10:00 AM. The House Judiciary Committee will meet to mark up several bills, including HR 3215, the Combatting Illegal Gambling Reform and Modernization Act (Goodlatte Internet gambling bill), and HR 4623, the Child Obscenity and Pormography Prevention Act of 2002. Audio Webcast. Press contact: Jeff Lungren or Terry Shawn at 202 225-2492. Location: Room 2141, Rayburn Building.
TIME? The Senate Commerce Committee's Subcommittee on Communications will hold a hearing titled Universal Service Fund. Press contact: Andy Davis 224-6654. Location: Room 253, Russell Senate Office Building.
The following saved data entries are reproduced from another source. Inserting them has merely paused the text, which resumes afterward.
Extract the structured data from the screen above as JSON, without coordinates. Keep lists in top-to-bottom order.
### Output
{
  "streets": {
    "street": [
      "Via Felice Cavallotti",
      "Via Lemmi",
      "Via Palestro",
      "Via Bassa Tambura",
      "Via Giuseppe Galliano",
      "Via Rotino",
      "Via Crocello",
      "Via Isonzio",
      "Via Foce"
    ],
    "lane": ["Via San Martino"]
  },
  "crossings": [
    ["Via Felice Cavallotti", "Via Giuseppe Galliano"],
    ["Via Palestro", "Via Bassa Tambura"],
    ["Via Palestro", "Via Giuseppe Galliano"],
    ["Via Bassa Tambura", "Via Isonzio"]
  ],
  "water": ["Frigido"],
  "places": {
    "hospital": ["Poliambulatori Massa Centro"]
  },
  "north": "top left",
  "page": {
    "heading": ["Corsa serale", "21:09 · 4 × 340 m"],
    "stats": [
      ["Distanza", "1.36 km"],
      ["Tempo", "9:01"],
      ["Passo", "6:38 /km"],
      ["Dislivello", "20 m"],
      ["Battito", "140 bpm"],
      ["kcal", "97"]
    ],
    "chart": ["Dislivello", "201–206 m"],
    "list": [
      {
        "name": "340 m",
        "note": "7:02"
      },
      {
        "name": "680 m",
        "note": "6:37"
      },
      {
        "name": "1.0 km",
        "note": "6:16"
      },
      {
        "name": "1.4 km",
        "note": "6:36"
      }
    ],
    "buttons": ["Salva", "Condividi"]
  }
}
8:00 AM - 5:00 PM. The Institute for International Research (IIR) and ComCare will host a conference titled e-SAFETY: Delivering Communications & Information Technology Solutions for 21st Century Public Safety. Sen. Conrad Burns (R-MT) will give a keynote address at 8:30 AM. The price to attend is $695. See, IIR notice. Location: Ronald Reagan Building, 1300 Pennsylvania Ave., NW.
Deadline to submit comments to the SEC regarding its proposed rule amending the Investment Advisers Act of 1940 to exempt certain investment advisers that provide advisory services through the Internet from the prohibition on SEC registration set out in § 203A of the Act. The amendments would permit these advisers to register with the SEC instead of with state securities authorities. See, notice in the Federal Register.